2002 Star Wars trading card game

Jedi Knights Trading Card Game is an out-of-print collectible card game set in the Star Wars Universe and published by Decipher, Inc. on April 25, 2001. Two expansion packs, titled Scum and Villainy and Masters of the Force, were produced before the end of 2001. Shortly after their release, Decipher lost the license to utilize material from the Star Wars franchise and was forced to discontinue the game.

==Overview==
Jedi Knights is centred on the classic trilogy (A New Hope, The Empire Strikes Back, and Return of the Jedi). Unlike its predecessor, the Star Wars CCG, expansions for Jedi Knights are connected with specific aspects of all three films rather than particular settings from each film taken separately. From the very release of the game its collectible nature was underlined by the existence of silver and gold foil cards, whose rarity was clearly specified by the publisher, and cards with "1st time in print" icon.

===Card design===

An example of the stereoscopic effect on a Jedi Knights card. The card art is also computer generated.

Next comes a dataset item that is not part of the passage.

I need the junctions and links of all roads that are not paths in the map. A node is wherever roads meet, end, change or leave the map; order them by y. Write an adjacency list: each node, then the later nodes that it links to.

Jedi Knights cards do not contain images taken from the original movies, as it was for the Star Wars CCG. Instead, art is computer generated. One particular quality of the visuals in the game is that card arts often portray events and characters from the films from a perspective or angle that were absent in the film or depict situations mentioned but not shown in any of the three films. Additional value has been added to the cards by adding stereoscopic effect to certain designated cards. Another addition to classic card design were 'flip movie' cards, which contained arts taken from a continuity of images that, when viewed in a specific sequence, form an animated series . There were two of those 'movie' sequences: the opening scene from A New Hope—the Tantive IV being chased by the Imperial cruiser Devastator and starfighter flight in the Death Star trench.

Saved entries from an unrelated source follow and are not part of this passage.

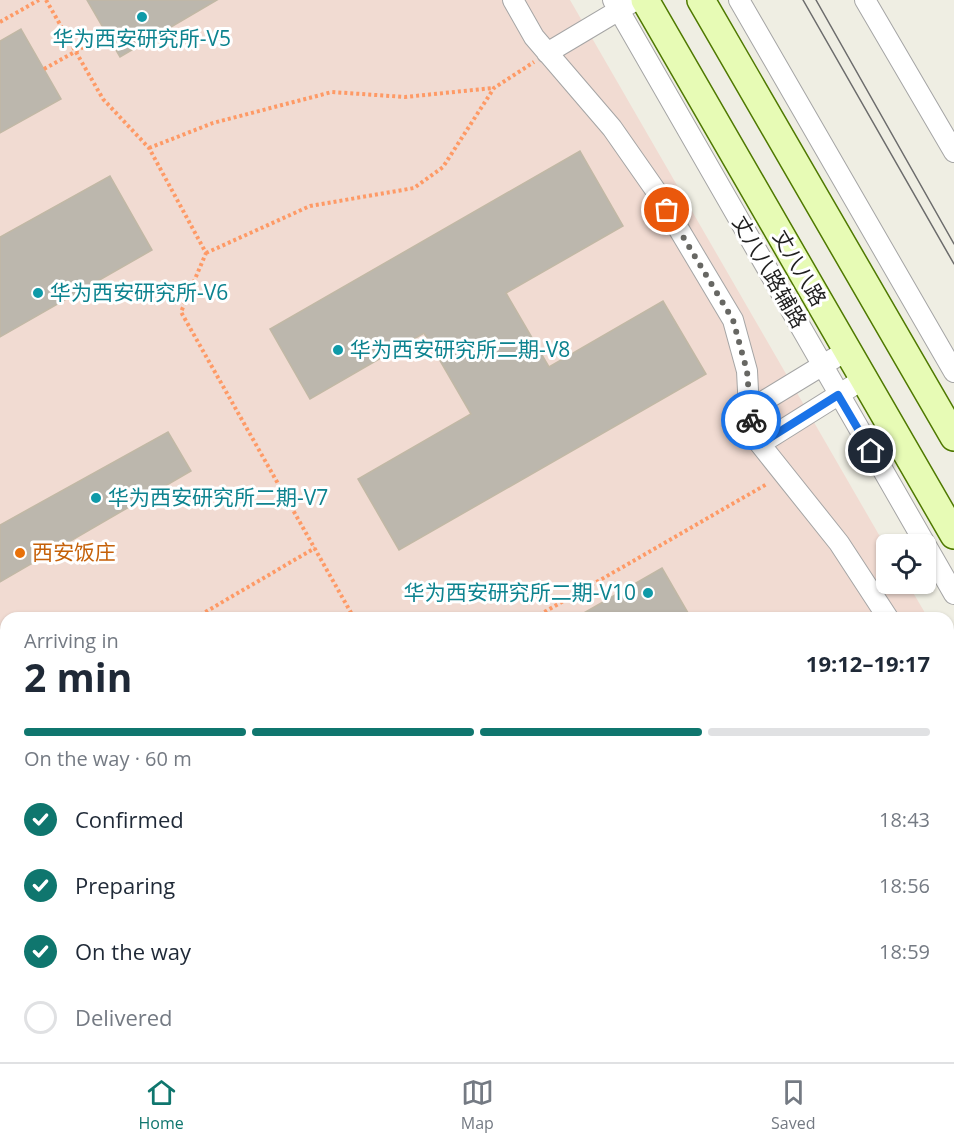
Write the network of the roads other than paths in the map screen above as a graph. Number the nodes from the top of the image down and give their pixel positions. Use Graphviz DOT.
graph roads {
  1 [pos="513,0"];
  2 [pos="636,0"];
  3 [pos="645,0"];
  4 [pos="701,0"];
  5 [pos="739,0"];
  6 [pos="865,0"];
  7 [pos="616,5"];
  8 [pos="547,53"];
  9 [pos="954,152"];
  10 [pos="846,351"];
  11 [pos="822,365"];
  12 [pos="954,372"];
  13 [pos="862,380"];
  14 [pos="838,395"];
  15 [pos="749,410"];
  16 [pos="954,437"];
  17 [pos="760,444"];
  18 [pos="954,536"];
  19 [pos="954,594"];
  20 [pos="884,612"];
  1 -- 8 [label="street"];
  2 -- 7 [label="street"];
  3 -- 10 [label="main road, 丈八八路"];
  4 -- 16 [label="main road"];
  5 -- 12 [label="street"];
  6 -- 9 [label="street"];
  7 -- 8 [label="street"];
  7 -- 11 [label="street, 丈八八路辅路"];
  8 -- 15 [label="street"];
  10 -- 11 [label="street"];
  10 -- 13 [label="main road, 丈八八路"];
  11 -- 14 [label="street, 丈八八路辅路"];
  11 -- 15 [label="street"];
  13 -- 14 [label="street"];
  13 -- 18 [label="main road, 丈八八路"];
  14 -- 17 [label="street"];
  14 -- 19 [label="street, 丈八八路辅路"];
  15 -- 17 [label="street"];
  17 -- 20 [label="street"];
}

==Basic gameplay concepts==
Gameplay mechanics of Jedi Knights differ greatly from those present in previous Star Wars card games by Decipher, Inc., those being Star Wars CCG and Young Jedi TCG. The goal of the game is to gain control over as many locations as possible while characters and starships battle one another on sites and planetary orbits. Unlike its predecessors, Jedi Knights does not have a clear-cut differentiation between "light side" and "dark side" decks, although certain cards can only be used by a particular side.

===Card features===
Each card has a Destiny number from 0 through 7 printed over allegiance icon: Light Side, Dark Side and Independent, the latter usable by either side of the conflict. Character and starship cards in Jedi Knights are distinguished by Power and Defense attributes, the first defining combat prowess and the second defining the ability to withstand weapon attacks. Each starship and character card (along with some of the weapon cards) has a deploy cost and some of them have leadership icons designating the ability to be supported in combat. Also, character, starship and weapon cards may have a certain theme colour that influences deck design, although grey ('themeless') cards are also present.

===Theme===
Each deck needs a 'theme': a theme card and theme hero; those provided in the premiere release are: Han Solo (green theme colour), Luke Skywalker (yellow), Grand Moff Tarkin (blue) and Darth Vader (red). The theme influences gameplay and deck construction by settling who goes first in the game and by favouring characters and items compatible with it, yet cards with different theme colour are still usable.

===Force deck===
The force deck specifies the number of cards drawn by a player and serves as resource necessary to deploy characters, weapons and starships. The force deck includes eight force cards with numbers 1 through 8 which must be of one colour (basic colour released in premiere is green), although black wild cards are also available.

===Combat===
Combat is resolved on the basis of character and starship battles. The principle of drawing Destiny (drawing a card from deck and using the Destiny number printed on it) has been retained from Star Wars CCG, although the Destiny number applies solely to weapon targeting.

===Goal===
The game is played with the use of four double-sided cards presenting system/site locations (Tatooine, Bespin, Hoth and Endor) revealed one after the other, each turn taking place on different location. The main purpose of the game is control as many locations as possible. Control over a location is checked by tallying up total power of characters. The player with the greater total is considered 'in control' of a location. The game is won when one of the players controls the majority of locations of the game.

==Expansions==

===Scum and Villainy additions===
The first expansion pack (released in July 2001) contained new themes of Leia Organa (purple), Obi-Wan Kenobi (blue), Boba Fett (yellow) and Jabba the Hutt (orange). A new force card colour (orange) was also added. This expansion pack was focused on Independent characters, mainly bounty hunters, and added the possibility of creating an Independent-themed deck.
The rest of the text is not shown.